Equipment Description: The TOAD was deployed from the lower arm of the vessel's J-frame. The TOAD is a camera sled based on the Guildline MiniBat model 8820 tow body. The frame has been extensively modified from its original configuration and was equipped with an ROS model 54-00100-13 color underwater video camera as the primary data collection instrument. The ROS camera was mounted to point at approximately a 45 degree angle toward the seafloor. A Deep Sea Power and Light model 2050 MultiSeaCam low-light color video camera was also mounted on the sled and aimed straight ahead. The signal from this camera was fed to a second video monitor to provide warning of underwater obstructions the sled might be headed for. Illumination was provided by two 500 W DeepSea Power & Light Multi-SeaLite model 1050 underwater lights mounted on the original sled frame. The lights were located near the base and each side of the sled to provide the maximum possible horizontal distance from the ROS camera. An ORE Offshore model 4330B Multibeacon was attached to the sled to provide a response to acoustic interrogations sent by the Hi'ialakai's Model 4410D-01 Trackpoint II Plus Ultrashort Baseline acoustic tracking system. Cable between the sled and the surface consisted of a underwater electrical cable (cable 1, blue in color) with a separate load-bearing line to support the sled frame. The electrical cable was clipped to the line at regular intervals upon deployment and removed upon recovery. The load-bearing line was led to the starboard capstan on the aft deck. All TOAD surface components were located in the Dry Lab in an equipment rack on the after bulkhead.
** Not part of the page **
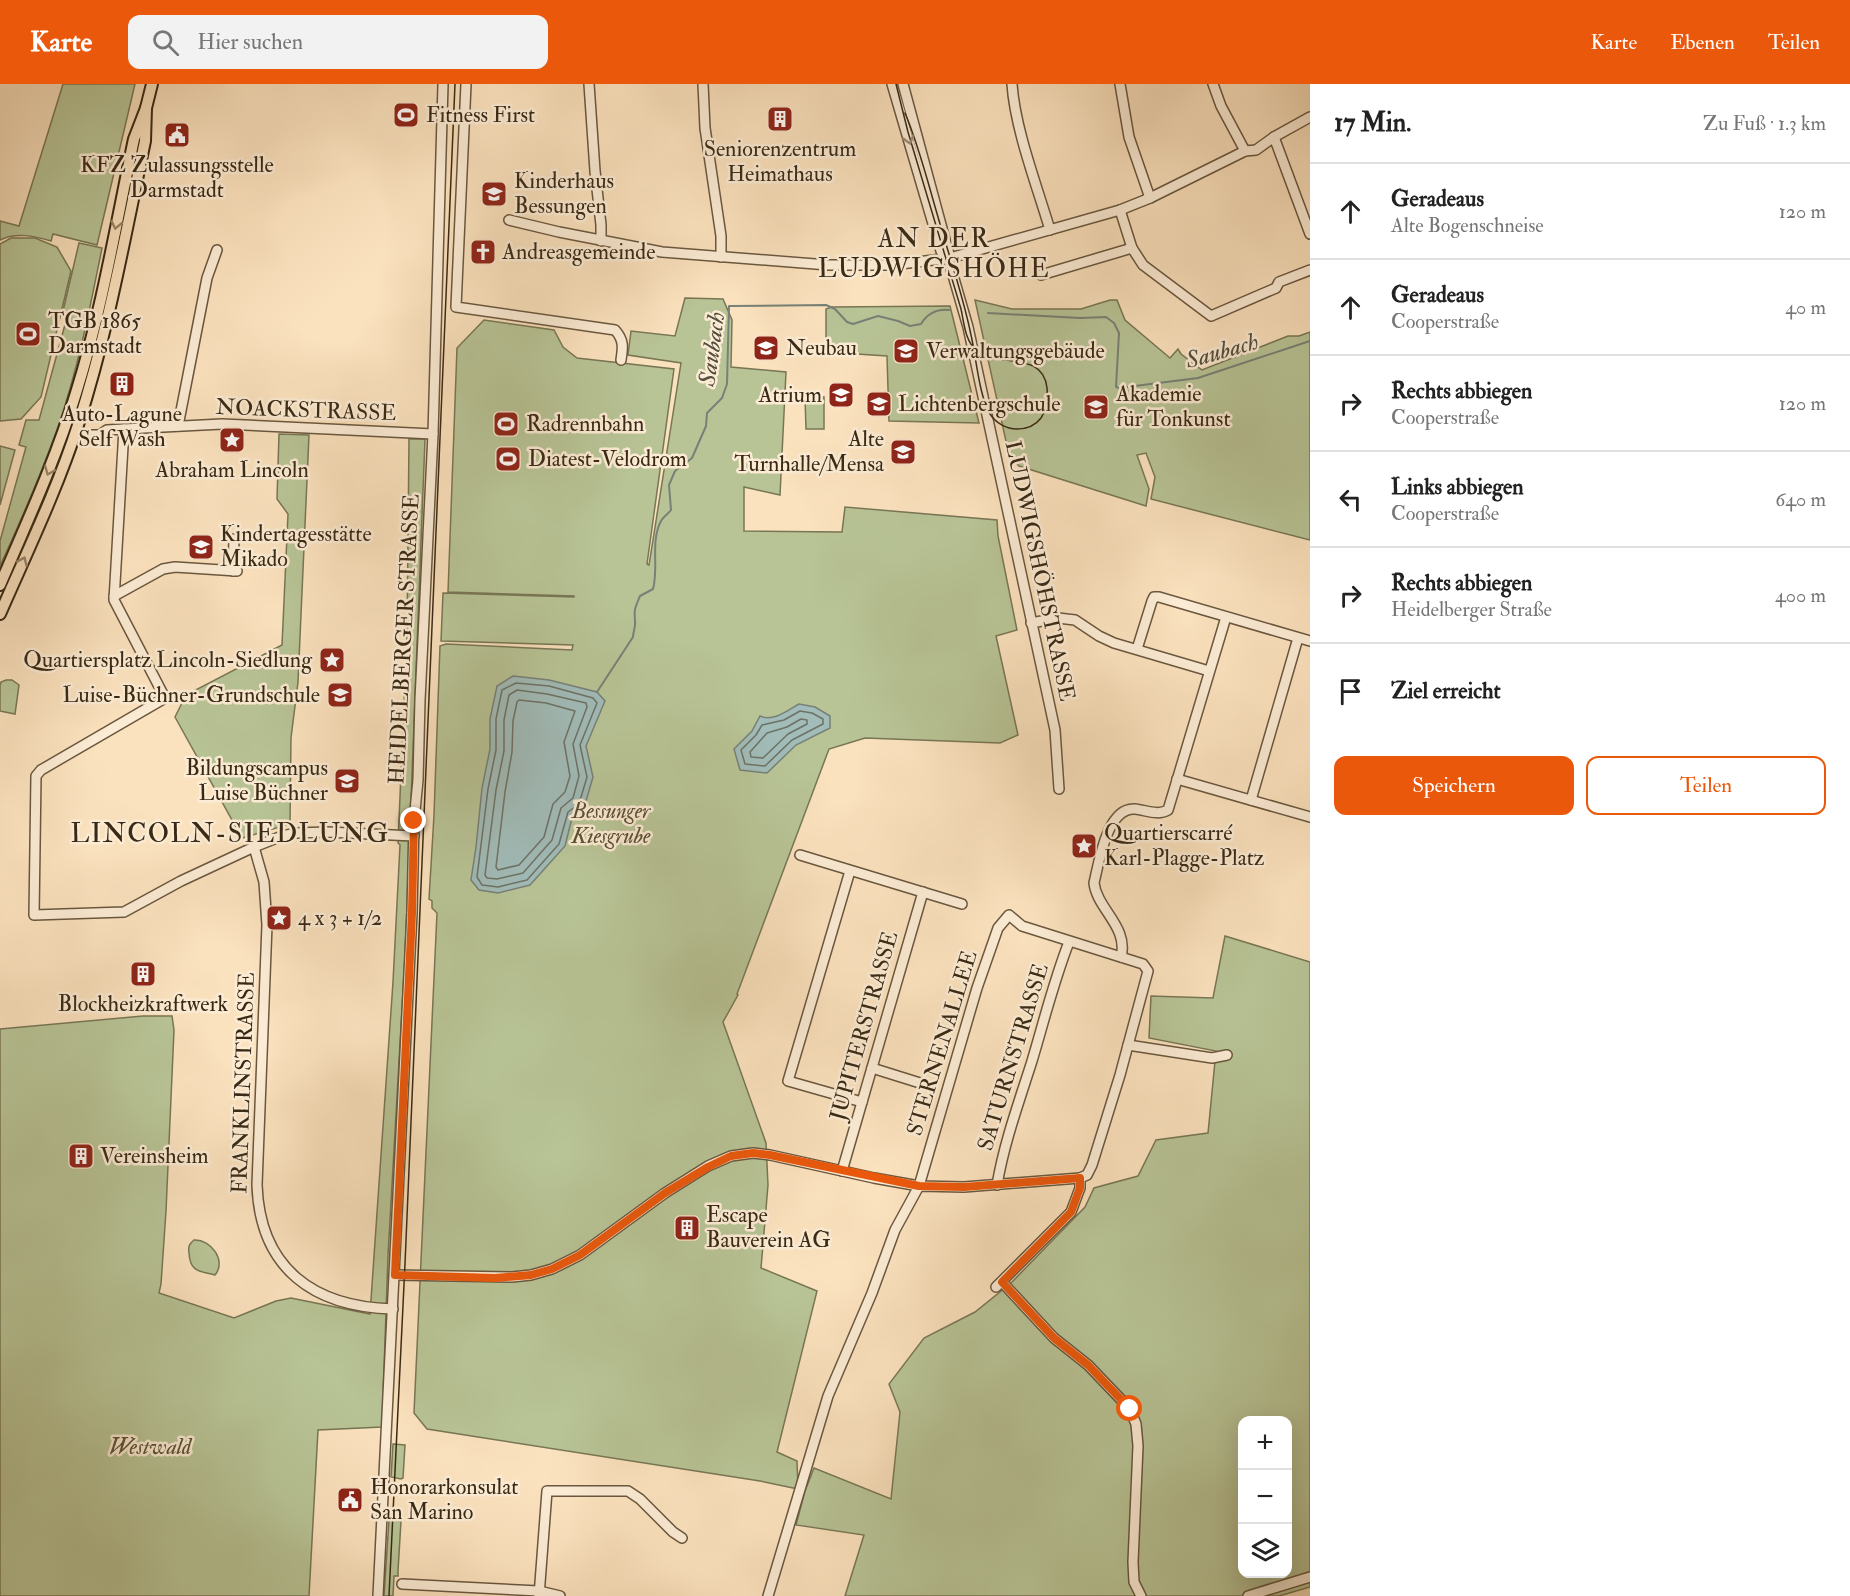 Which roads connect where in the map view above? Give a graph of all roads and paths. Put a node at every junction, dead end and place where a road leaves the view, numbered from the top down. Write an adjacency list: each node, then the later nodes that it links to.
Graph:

Name & address of person collecting data: Joyce Miller NOAA IRC NMFS/PIFSC/CRED 1845 WASP Blvd., Building 176 Honolulu, HI 96818
Data Files: Video data were recorded on two video tape recorders. The position of the camera sled was recorded using Hypack Max version 02.012a survey software.
File naming convention: Each tow is given a name consisting of a 3-letter designator for the island area followed by a two-digit year and three-digit tow number. For example, during HI0503 the first tow was called FFS05000. Video tape labels and paper log forms are all annotated with the tow name. Data files recorded in Hypack software followed their CHS filename format consisting of the year, the first two letters of the platform name, the Julian date, and the hour and minute in which the file was started. For example, a file collected on July 18, 2005 (Julian date 199) aboard the Hi'ialakai starting at time 1935 would be 2005HI1991935.
Time Correlation: All times are based on UTC. Four clocks were manually synchronized prior to starting data collection; the clock in the video character generator that was used to annotate the video tape, in one of the video cassette recorders, in the Trackpoint II system, and in the computer running the Hypack Max software. These clocks were set to UTC at the beginning of each evening's operations.
Resource Description: Digital video images that are geo-referenced to navigation files.